Maybe I should back up a bit. @RAU4ever has made some points that I take as given, but I realise this is not always be the case. @sholomsimon, I have presumed that you have a system or technique you follow when doing puzzles, such as Checks, Captures and Threats (CCT). So when you practice tactics you are also practising the application of your system which then also becomes a more natural/habitual part of your play (at least that was my experience). If you dont have a system, maybe the question is 'How to Solve Puzzles?', which covers topics such as CCT, forced moves, etc.

cerebov
Tonya_Harding wrote:

Tactics is actually one of the rare things in Chess, one can figure out by themselves.

The exact opposite of this is true. Almost all chess positions are full of tactics, even endgames with few pieces. Figuring out the tactics can be very slow, except if your pattern recognition system kicks in and identifies a known pattern (in an unknown position) it is very fast.

DrFrank124c

Laszlo Polgar wrote a great book containing more than 4,000 puzzles. Start off doing 5 per day and increasing as you feel able. Seeing tactics in actual chess games does take time to be able to do but over time you will be able to do it, hopefully.

danielaKay
DrFrank124c wrote:

Laszlo Polgar wrote a great book containing more than 4,000 puzzles. Start off doing 5 per day and increasing as you feel able. Seeing tactics in actual chess games does take time to be able to do but over time you will be able to do it, hopefully.

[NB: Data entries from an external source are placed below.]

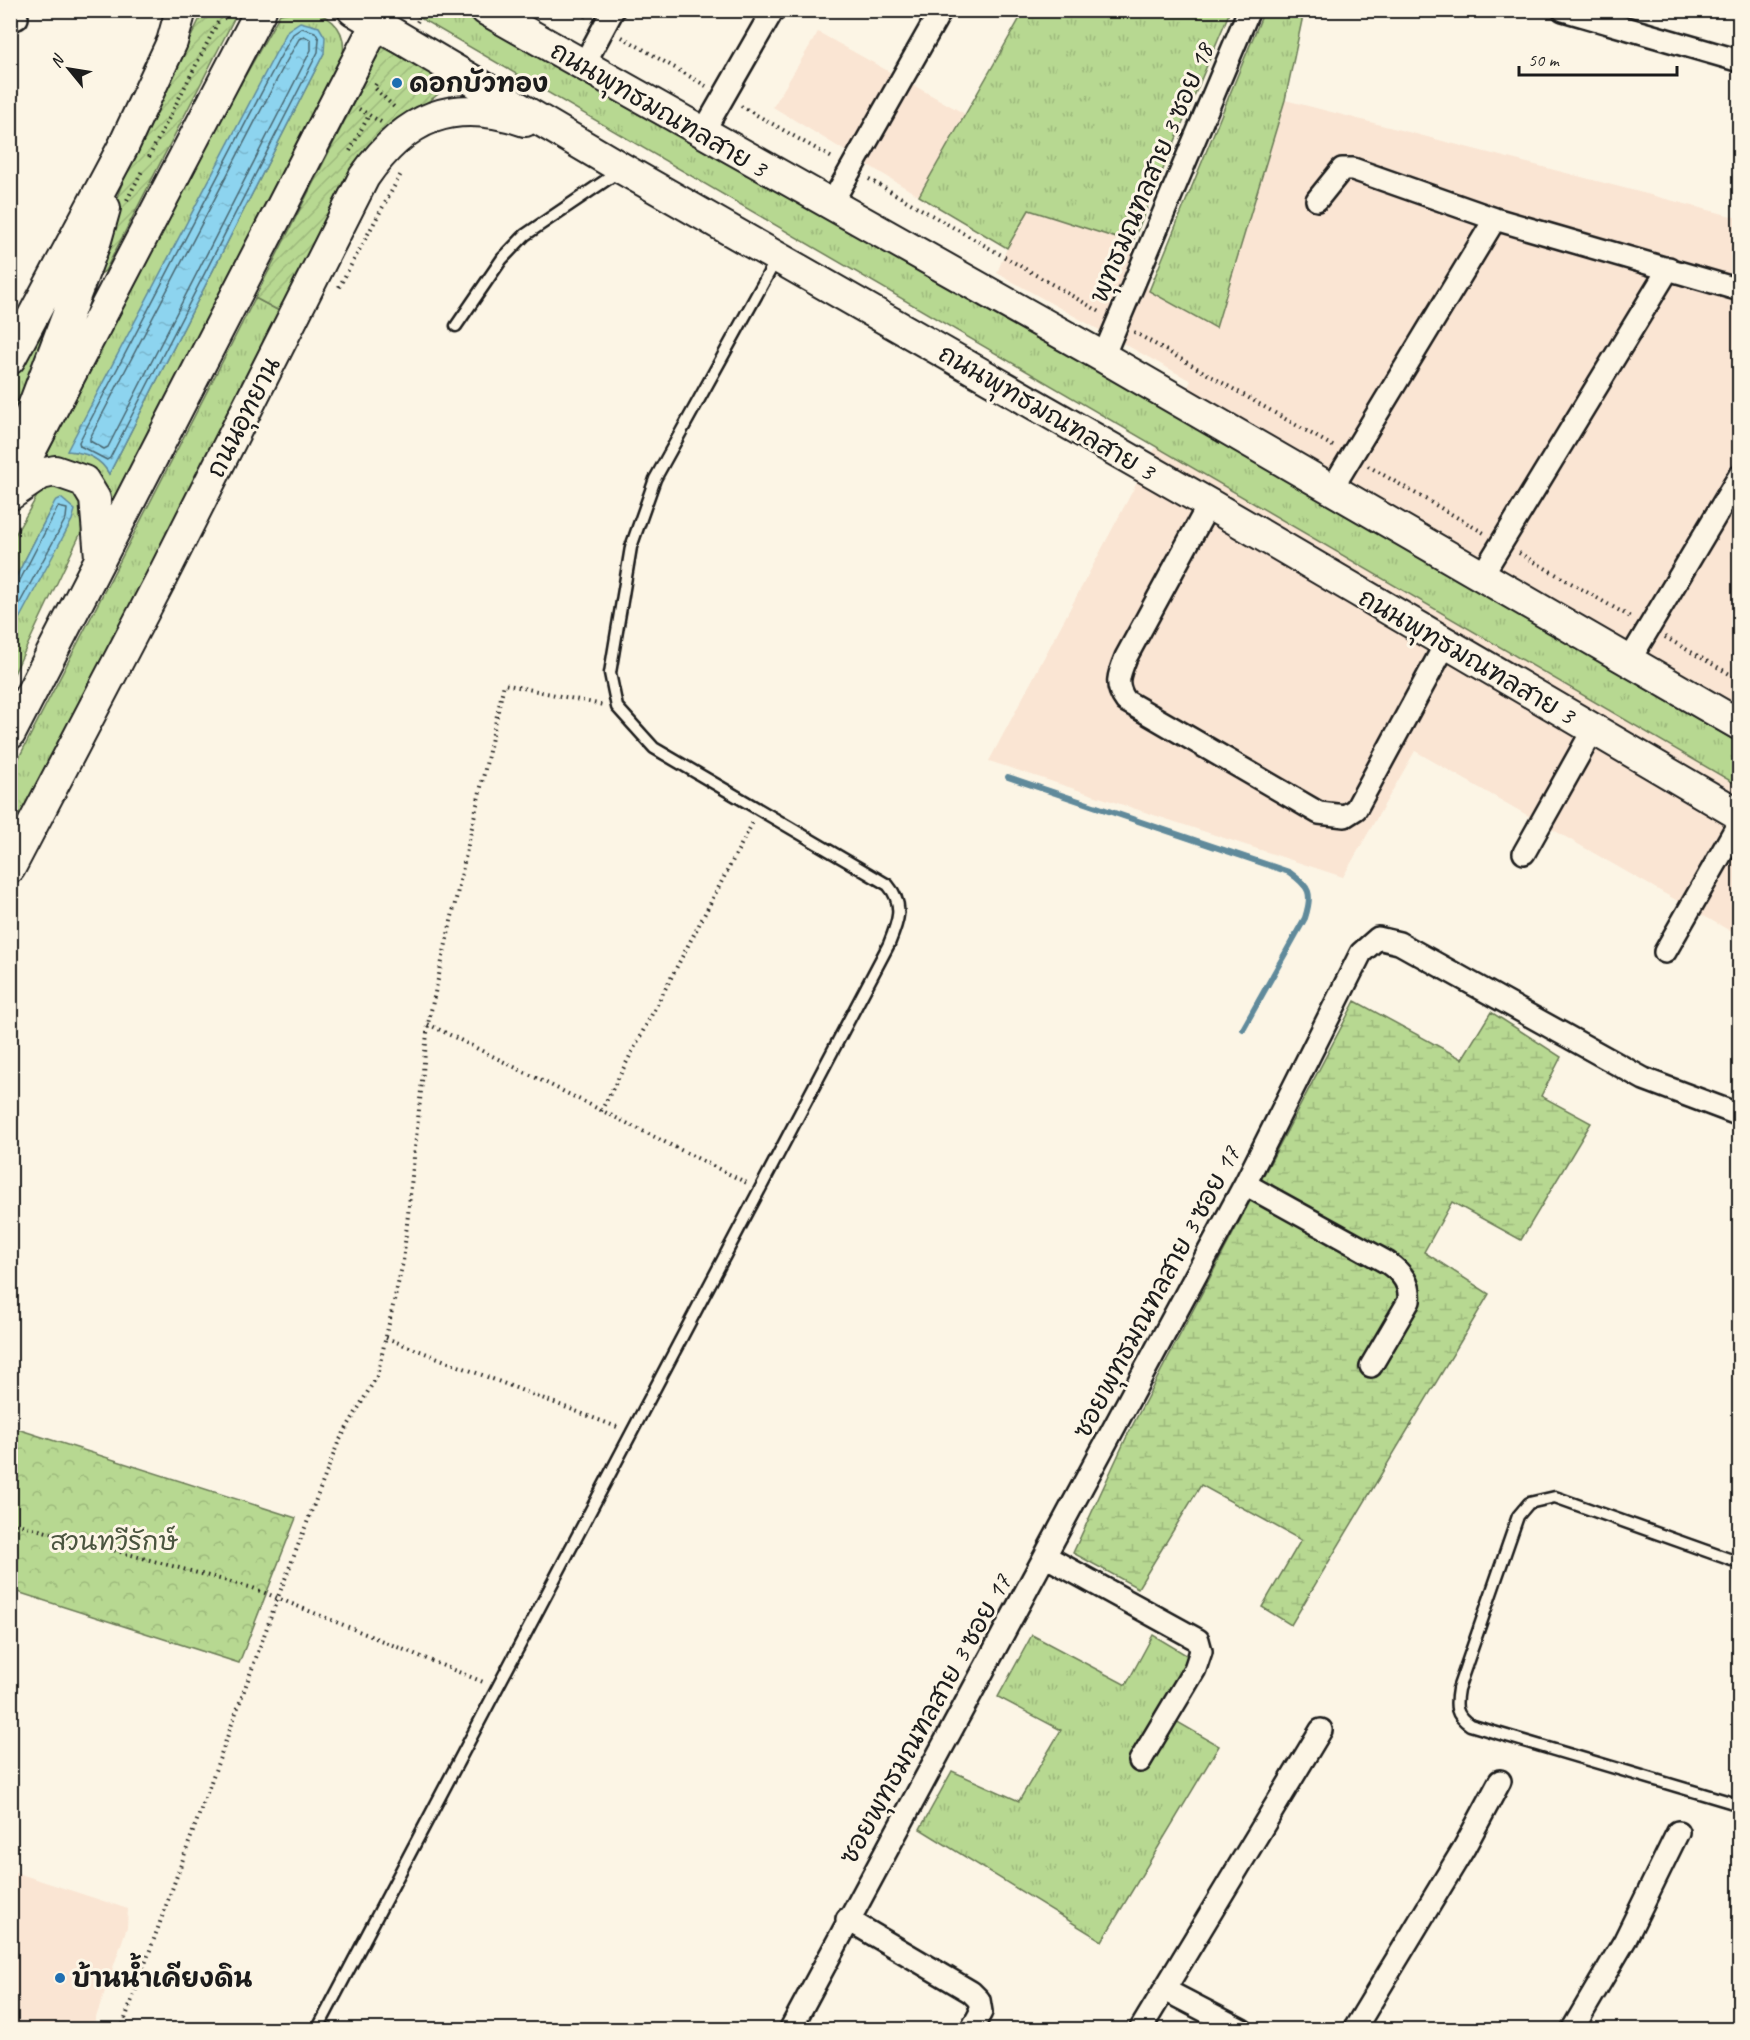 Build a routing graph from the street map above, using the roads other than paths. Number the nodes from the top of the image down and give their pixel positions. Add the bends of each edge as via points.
1 (181, 10) edge
2 (261, 10) edge
3 (486, 10) edge
4 (773, 10) edge
5 (941, 10) edge
6 (1249, 10) edge
7 (1563, 10) edge
8 (370, 15) edge
9 (609, 19) edge
10 (1740, 61) edge
11 (583, 66) junction
12 (702, 134) junction
13 (572, 140) junction
14 (123, 147) junction
15 (622, 169) junction
16 (1317, 200) dead end
17 (830, 206) junction
18 (1494, 219) junction
19 (777, 257) junction
20 (1669, 268) junction
21 (1740, 290) edge
22 (456, 326) dead end
23 (1102, 357) junction
24 (10, 359) edge
25 (10, 467) edge
26 (1740, 476) edge
27 (1331, 490) junction
28 (10, 492) edge
29 (1209, 504) junction
30 (100, 558) junction
31 (1482, 575) junction
32 (1446, 643) junction
33 (1629, 660) junction
34 (1740, 725) edge
35 (1593, 730) junction
36 (10, 734) edge
37 (1740, 815) edge
38 (1740, 820) edge
39 (1524, 854) dead end
40 (10, 868) edge
41 (1665, 952) dead end
42 (1740, 1115) edge
43 (1245, 1185) junction
44 (1371, 1366) dead end
45 (1045, 1556) junction
46 (1740, 1563) edge
47 (1321, 1730) dead end
48 (1140, 1761) dead end
49 (1500, 1781) dead end
50 (1740, 1805) edge
51 (1678, 1832) dead end
52 (847, 1919) junction
53 (1166, 1990) junction
54 (317, 2030) edge
55 (790, 2030) edge
56 (971, 2030) edge
57 (1140, 2030) edge
58 (1242, 2030) edge
59 (1354, 2030) edge
60 (1572, 2030) edge

1 - 14 main road via 172,42
2 - 28 main road
3 - 11 main road, ถนนพุทธมณฑลสาย 3
4 - 12 street
5 - 17 street
6 - 23 street, พุทธมณฑลสาย 3 ซอย 18
7 - 10 street
8 - 13 main road, ถนนพุทธมณฑลสาย 3
8 - 30 main road
9 - 11 street
11 - 12 main road, ถนนพุทธมณฑลสาย 3
12 - 17 main road, ถนนพุทธมณฑลสาย 3
13 - 15 main road, ถนนพุทธมณฑลสาย 3
13 - 40 main road, ถนนอุทยาน via 513,117 461,110 421,121 382,151 364,177 160,582
14 - 24 main road
14 - 25 main road via 96,240
15 - 19 main road, ถนนพุทธมณฑลสาย 3
15 - 22 lane via 525,235 502,259
16 - 18 street via 1342,169 1353,169
17 - 23 main road, ถนนพุทธมณฑลสาย 3
18 - 20 street
18 - 27 street
19 - 29 main road, ถนนพุทธมณฑลสาย 3
19 - 54 lane via 655,479 631,547 615,632 610,673 616,708 654,748 888,885 900,913 889,944
20 - 21 street
20 - 31 street
23 - 27 main road, ถนนพุทธมณฑลสาย 3
26 - 33 street
27 - 31 main road, ถนนพุทธมณฑลสาย 3
28 - 30 main road via 41,474 56,471 84,481 95,499
29 - 32 main road, ถนนพุทธมณฑลสาย 3
29 - 32 street via 1126,657 1118,676 1118,690 1126,701 1319,813 1345,816 1356,809
30 - 36 main road
31 - 33 main road, ถนนพุทธมณฑลสาย 3
32 - 35 main road, ถนนพุทธมณฑลสาย 3
33 - 34 main road, ถนนพุทธมณฑลสาย 3
35 - 37 main road, ถนนพุทธมณฑลสาย 3
35 - 39 street
38 - 41 street
42 - 43 street, ซอยพุทธมณฑลสาย 3 ซอย 17 via 1644,1079 1399,943 1378,938 1361,953
43 - 44 street via 1388,1263 1404,1279 1410,1291 1409,1301
43 - 45 street, ซอยพุทธมณฑลสาย 3 ซอย 17
45 - 48 street via 1198,1640 1201,1651 1195,1669
45 - 52 street, ซอยพุทธมณฑลสาย 3 ซอย 17
46 - 50 lane via 1555,1497 1529,1503 1518,1516 1455,1706 1460,1718 1470,1725
47 - 53 street
49 - 59 street
51 - 60 street via 1625,1940
52 - 55 street, ซอยพุทธมณฑลสาย 3 ซอย 17
52 - 56 street via 971,1992 979,2000 981,2012
53 - 57 street
53 - 58 street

Do you mean "Chess: 5334 Problems, Combinations and Games"? 

Asking for a wishlist happy.png

DreamscapeHorizons

There was a book I studied long ago titled (I think) The Art Of Chess Combination. It was a book that explains the ideas behind the combinations, how they arise (the WHY part), etc. I think learning that way is much better than puzzles alone. A good book teaching how to think COMBINED WITH doing puzzles is a good way.

MarkGrubb

My experience is tactics teach themselves. Once you've learned the basic motifs from a book or similar, and have a basic system such as CCT, the rest comes from looking at the ones you get wrong and understanding why. I evolved my system as the puzzles got harder. When I pick the wrong line it's often because I missed defensive resource. This feeds into my games. If I see a good line, the first question that comes is 'does my opponent have a good defense, how could they refute this idea'. That habit comes from my tactics training. I also miss Attraction tactics. They are hard to spot.

flyingpuppydog
RAU4ever wrote:

There are 3 aspects of training tactics. The first is doing a ton of them to increase pattern recognition. This is well known. If you do more combinations, you'll likely see them more quickly in a chess game. It's hard to become better if you don't study tactics (unless you're a wonderkid, like maybe the old world champions). The second one is learning which tactics there are. If you don't know what a skewer is, you might not notice that two pieces are both on the same file or diagonal and you might not find the tactic. The third one, however, is what is being overlooked very, very often. That is: how to spot tactics.

Thanks so much for you post--super helpful!

Wits-end

What books did Capablanca have available? Lasker said Capablanca was the only genius he knew.